(Dataset entries)
======

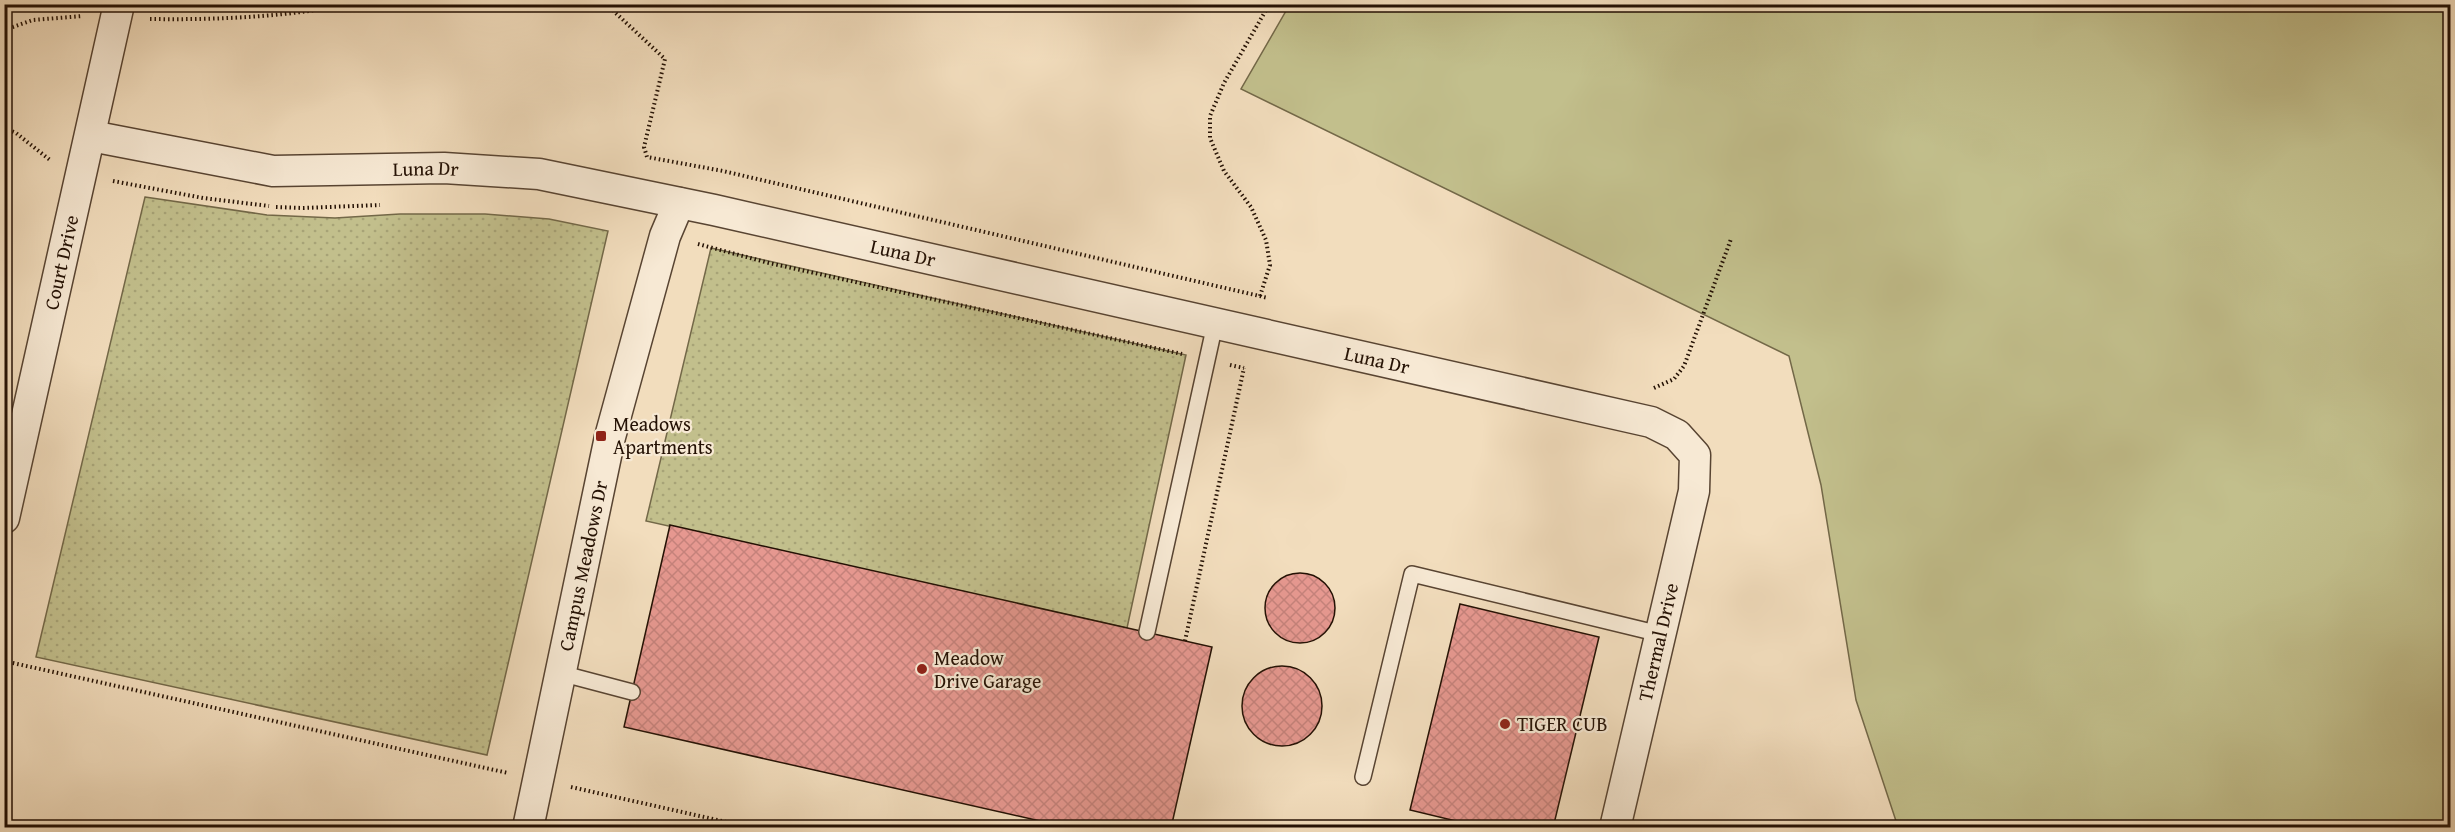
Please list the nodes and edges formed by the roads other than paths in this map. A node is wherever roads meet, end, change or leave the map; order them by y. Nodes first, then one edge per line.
1 (118, 11) edge
2 (91, 136) junction
3 (680, 203) junction
4 (1215, 324) junction
5 (1695, 455) joint
6 (4, 518) edge
7 (1147, 632) dead end
8 (1660, 634) junction
9 (560, 673) junction
10 (632, 692) dead end
11 (1363, 777) dead end
12 (528, 828) edge
13 (1615, 828) edge

1 - 2 street, Court Drive
2 - 3 street, Luna Dr
2 - 6 street, Court Drive
3 - 4 street, Luna Dr
3 - 9 street, Campus Meadows Dr
4 - 5 street, Luna Dr
4 - 7 lane
5 - 8 street, Thermal Drive
8 - 11 lane
8 - 13 street, Thermal Drive
9 - 10 lane
9 - 12 street, Campus Meadows Dr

======

▶ [Activity]: Output the records exactly, pictures excluded.

▶ [Response for this exercise]:
Please list the nodes and edges formed by the roads other than paths in this map. A node is wherever roads meet, end, change or leave the map; order them by y. Nodes first, then one edge per line.
1 (118, 11) edge
2 (91, 136) junction
3 (680, 203) junction
4 (1215, 324) junction
5 (1695, 455) joint
6 (4, 518) edge
7 (1147, 632) dead end
8 (1660, 634) junction
9 (560, 673) junction
10 (632, 692) dead end
11 (1363, 777) dead end
12 (528, 828) edge
13 (1615, 828) edge

1 - 2 street, Court Drive
2 - 3 street, Luna Dr
2 - 6 street, Court Drive
3 - 4 street, Luna Dr
3 - 9 street, Campus Meadows Dr
4 - 5 street, Luna Dr
4 - 7 lane
5 - 8 street, Thermal Drive
8 - 11 lane
8 - 13 street, Thermal Drive
9 - 10 lane
9 - 12 street, Campus Meadows Dr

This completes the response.